Muchos de los que vivimos en las grandes ciudades tenemos, al alcance de la mano, lo que queramos en el momento que lo deseemos. Veamos. Si estamos compartiendo con unos amigos en la casa y se nos acabó la cervecita, una aplicación en el celular nos resuelve la escasez en menos de 10 minutos. Si estamos aburridos, cualquier red social nos entretiene en cuestión de segundos y podemos quedarnos inmersos horas pasando un buen rato. Si nuestros hijos están cansones, nada como un iPad para tranquilizarlos. Y así podríamos quedarnos un largo tiempo recopilando ejemplos de lo afortunados y privilegiados que somos los citadinos contemporáneos.
Lo anterior, esa abundancia y conveniencia permanente, debería contribuir a nuestra felicidad. ¿Acaso no hubieran querido nuestros padres y abuelos haber gozado de la tecnología que hoy nos cobija? ¡Qué felices hubieran sido! Pero, mmm... ¿Estamos seguros de ello?
Expertos no concuerdan con esa visión y, por el contrario, llevan años alertándonos de que en las ciudades desarrolladas estamos más ansiosos y deprimidos que nunca. Jamás, dicen, habíamos estado tan aislados y alejados del resto de las personas. Quizás no nos hemos dado cuenta, pero cuando nos sumergimos en los celulares, al despertarnos, o en la mitad de una comida, o cuando estamos con nuestras familias o amigos, estamos sumergiéndonos de a poco en una oscuridad de la que cada vez cuesta más salir.
La periodista Lulu García-Navarro publicó ayer en ‘The New York Times’ una entrevista con la autora del libro ‘Dopamine nation’ (2021), la psicóloga de la universidad de Stanford, Anna Lembke, quien ha venido estudiando el asunto de manera detallada. “La vida moderna, con esa inundación de contenidos y alternativas, ha hecho casi que imposible la lucha contra la adicción digital”.
Tan solo miren a su alrededor y pregúntense cuántas veces les han pedido ustedes a sus hijos, parejas o familiares que dejen de lado el celular un ratico. Es una solicitud en vano. A los pocos segundos, todos vuelven a estar conectados, como si poco les importara lo que está a su alrededor. La tentación de la interacción con el celular es irresistible.
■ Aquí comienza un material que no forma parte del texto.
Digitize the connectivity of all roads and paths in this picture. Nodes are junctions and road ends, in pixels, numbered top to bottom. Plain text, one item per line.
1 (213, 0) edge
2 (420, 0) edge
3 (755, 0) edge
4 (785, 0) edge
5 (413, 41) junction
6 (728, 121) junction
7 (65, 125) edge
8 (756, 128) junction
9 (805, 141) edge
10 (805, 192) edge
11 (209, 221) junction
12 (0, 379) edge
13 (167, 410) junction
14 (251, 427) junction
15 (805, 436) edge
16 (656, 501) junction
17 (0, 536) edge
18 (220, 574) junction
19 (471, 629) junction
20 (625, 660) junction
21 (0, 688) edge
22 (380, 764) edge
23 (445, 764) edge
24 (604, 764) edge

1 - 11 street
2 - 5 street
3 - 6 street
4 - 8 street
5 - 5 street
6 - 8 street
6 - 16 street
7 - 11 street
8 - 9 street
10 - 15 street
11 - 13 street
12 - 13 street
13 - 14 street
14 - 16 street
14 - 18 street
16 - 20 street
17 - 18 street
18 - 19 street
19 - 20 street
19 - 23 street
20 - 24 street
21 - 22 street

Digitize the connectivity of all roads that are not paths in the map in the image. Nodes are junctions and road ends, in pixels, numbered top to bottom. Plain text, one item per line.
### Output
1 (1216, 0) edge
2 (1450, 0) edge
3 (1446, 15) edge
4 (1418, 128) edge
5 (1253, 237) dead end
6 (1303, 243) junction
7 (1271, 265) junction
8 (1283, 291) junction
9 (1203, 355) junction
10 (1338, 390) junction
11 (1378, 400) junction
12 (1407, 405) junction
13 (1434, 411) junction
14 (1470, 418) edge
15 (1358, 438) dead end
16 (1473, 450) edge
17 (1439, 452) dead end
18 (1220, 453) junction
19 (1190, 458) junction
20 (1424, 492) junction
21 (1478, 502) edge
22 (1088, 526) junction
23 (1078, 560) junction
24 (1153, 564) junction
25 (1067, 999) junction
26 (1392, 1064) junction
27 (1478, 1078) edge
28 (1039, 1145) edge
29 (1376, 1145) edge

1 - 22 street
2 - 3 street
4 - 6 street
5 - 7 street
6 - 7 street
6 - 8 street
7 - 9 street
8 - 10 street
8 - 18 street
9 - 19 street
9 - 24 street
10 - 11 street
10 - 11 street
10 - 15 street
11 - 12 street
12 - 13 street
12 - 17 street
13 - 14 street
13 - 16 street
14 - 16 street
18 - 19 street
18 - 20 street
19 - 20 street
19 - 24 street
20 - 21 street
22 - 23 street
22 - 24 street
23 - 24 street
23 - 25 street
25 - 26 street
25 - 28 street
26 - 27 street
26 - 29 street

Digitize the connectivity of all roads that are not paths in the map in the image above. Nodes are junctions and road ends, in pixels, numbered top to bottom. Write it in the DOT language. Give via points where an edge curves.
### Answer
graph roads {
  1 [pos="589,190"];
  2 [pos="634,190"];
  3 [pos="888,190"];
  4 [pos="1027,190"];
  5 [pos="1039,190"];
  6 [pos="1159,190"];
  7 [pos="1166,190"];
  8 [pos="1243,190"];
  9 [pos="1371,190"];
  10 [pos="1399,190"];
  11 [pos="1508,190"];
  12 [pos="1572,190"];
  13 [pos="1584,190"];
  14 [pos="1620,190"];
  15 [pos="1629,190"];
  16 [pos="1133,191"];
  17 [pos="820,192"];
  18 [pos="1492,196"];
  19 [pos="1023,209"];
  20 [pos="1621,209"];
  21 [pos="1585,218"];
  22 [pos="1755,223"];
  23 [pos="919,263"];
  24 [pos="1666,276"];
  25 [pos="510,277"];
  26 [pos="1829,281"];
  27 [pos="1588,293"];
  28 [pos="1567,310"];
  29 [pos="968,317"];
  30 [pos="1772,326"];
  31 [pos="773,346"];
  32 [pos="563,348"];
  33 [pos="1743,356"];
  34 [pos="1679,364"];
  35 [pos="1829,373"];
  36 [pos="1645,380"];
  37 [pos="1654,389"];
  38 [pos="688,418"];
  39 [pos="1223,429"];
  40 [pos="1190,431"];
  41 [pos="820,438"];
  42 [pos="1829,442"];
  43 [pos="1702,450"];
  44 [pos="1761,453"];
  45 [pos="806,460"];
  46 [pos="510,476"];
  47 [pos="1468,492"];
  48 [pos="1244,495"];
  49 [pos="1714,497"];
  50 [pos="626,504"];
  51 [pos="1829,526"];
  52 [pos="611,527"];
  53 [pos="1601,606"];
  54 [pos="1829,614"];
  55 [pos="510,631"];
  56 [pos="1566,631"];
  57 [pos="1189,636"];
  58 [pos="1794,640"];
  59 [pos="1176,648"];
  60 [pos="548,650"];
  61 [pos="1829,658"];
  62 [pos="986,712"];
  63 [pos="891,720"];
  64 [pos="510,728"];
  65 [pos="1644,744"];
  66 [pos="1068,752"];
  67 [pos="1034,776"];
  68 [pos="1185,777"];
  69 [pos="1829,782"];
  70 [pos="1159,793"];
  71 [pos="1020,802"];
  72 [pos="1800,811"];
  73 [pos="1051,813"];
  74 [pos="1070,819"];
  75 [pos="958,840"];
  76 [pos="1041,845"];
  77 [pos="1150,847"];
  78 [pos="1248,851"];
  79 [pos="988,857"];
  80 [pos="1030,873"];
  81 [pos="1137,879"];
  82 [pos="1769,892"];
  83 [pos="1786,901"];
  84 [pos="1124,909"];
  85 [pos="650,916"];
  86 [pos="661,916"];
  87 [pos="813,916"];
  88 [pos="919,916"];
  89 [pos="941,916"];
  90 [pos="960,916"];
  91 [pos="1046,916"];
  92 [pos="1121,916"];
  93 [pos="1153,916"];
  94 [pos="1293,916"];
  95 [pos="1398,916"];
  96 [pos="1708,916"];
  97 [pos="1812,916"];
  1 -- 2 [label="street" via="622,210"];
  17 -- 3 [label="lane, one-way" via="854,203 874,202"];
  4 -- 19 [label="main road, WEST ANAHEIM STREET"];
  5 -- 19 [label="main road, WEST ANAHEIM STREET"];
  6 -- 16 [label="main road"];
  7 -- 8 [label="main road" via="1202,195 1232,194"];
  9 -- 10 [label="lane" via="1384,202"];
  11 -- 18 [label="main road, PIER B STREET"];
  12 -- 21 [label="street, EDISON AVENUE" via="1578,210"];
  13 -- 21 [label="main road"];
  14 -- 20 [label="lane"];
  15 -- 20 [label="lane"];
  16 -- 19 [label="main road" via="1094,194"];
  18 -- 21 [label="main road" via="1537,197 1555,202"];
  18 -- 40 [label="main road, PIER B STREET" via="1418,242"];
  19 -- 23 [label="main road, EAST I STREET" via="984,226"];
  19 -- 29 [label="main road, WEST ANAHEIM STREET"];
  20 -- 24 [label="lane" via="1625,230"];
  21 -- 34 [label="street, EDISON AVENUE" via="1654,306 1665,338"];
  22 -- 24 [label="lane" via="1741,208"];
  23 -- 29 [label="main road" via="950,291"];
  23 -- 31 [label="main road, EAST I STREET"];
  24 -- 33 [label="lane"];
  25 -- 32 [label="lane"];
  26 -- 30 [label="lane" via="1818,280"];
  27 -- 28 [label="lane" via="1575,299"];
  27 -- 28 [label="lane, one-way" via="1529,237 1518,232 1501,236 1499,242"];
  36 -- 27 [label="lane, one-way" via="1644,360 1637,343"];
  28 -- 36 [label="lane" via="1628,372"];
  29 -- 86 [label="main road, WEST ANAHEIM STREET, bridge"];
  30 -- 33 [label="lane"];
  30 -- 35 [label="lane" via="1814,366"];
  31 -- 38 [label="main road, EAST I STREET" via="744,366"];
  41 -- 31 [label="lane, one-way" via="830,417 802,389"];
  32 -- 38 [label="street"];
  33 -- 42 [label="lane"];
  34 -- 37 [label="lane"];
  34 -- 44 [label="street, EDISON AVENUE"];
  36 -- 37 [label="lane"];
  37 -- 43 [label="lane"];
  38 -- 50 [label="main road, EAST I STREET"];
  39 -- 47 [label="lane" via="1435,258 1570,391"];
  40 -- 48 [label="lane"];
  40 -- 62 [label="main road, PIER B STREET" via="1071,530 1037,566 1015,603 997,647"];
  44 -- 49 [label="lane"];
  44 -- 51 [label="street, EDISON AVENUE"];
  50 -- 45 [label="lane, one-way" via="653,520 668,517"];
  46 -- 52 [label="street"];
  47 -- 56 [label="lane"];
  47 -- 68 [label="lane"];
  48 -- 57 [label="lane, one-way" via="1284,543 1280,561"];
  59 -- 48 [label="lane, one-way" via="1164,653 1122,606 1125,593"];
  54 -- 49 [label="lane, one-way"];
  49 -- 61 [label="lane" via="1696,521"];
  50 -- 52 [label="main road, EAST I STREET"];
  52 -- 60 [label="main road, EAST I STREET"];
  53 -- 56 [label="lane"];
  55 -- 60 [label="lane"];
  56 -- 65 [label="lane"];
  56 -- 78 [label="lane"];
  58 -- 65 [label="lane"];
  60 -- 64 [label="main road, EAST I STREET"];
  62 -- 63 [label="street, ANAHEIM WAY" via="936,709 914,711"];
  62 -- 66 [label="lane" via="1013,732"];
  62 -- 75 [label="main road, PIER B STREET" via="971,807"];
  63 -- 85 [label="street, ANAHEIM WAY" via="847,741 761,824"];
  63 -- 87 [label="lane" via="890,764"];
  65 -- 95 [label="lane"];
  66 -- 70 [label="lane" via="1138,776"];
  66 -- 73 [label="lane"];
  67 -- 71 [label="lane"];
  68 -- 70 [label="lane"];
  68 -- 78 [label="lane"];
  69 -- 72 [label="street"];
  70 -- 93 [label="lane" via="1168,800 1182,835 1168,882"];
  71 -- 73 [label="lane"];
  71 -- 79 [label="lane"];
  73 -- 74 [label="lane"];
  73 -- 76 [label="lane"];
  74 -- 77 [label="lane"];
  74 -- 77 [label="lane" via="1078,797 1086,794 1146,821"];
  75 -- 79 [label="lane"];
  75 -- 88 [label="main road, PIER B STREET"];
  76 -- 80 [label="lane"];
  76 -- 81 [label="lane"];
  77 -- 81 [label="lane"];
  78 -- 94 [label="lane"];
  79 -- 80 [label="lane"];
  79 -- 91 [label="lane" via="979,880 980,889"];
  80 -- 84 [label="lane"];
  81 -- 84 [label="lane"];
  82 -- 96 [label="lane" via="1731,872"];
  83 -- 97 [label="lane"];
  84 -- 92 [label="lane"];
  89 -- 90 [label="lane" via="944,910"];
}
Cuando nos sumergimos en los celulares, al despertarnos, o en la mitad de una comida, o cuando estamos con nuestras familias o amigos, estamos sumergiéndonos de a poco en una oscuridad de la que cada vez cuesta más salir
La adicción no es solamente un problema de los menores de edad, sobre quienes solemos preocuparnos más, sino de toda la sociedad. Adultos de entre 30 y 50 años, por ejemplo, están atrapados en la pornografía y la “masturbación compulsiva”. Mujeres con poder adquisitivo, de todas las edades, no paran de comprar en línea. Los jóvenes, cada vez más aislados, viven más en los videojuegos que en el mundo de carne y hueso. Un estudio de 2024 indica que la generación Z, la de los jóvenes que nacieron entre 1997 y 2012, pasa hasta 7 horas conectada al celular. ¡Siete!
Estamos no ante problemas individuales, señala Lembke, sino ante un problema sistémico monumental, lo que es más complejo de abordar. “En vez de estar más preocupados por resolver los problemas de hoy, teniendo más herramientas y capacidades que nunca, hemos escogido masturbarnos más, comprar en línea y ver qué es lo que hacen las otras personas en redes. Nuestra energía la estamos consumiendo en internet y estamos llegando al punto en el que el mundo real nos parece aburrido, porque no hay nada que hacer ni gente en él”.
Supongo que nada de lo anterior es algo que no supieran, pero no está de más el recordatorio ocasional de que aún estamos a tiempo de tomar correctivos para no ser autómatas y desligarnos de nuestra humanidad. ¿Irnos de vacaciones sin móviles? ¿Salir con los hijos sin el celular? ¿Decretar dos días a la semana sin tecnología? Al fin y al cabo, la vida es apenas un ratico y cuando nos muramos, quienes mantendrán vivo algo de nuestro recuerdo serán nuestros seres queridos y no nuestros celulares. La solución la tienen hoy los padres de familia.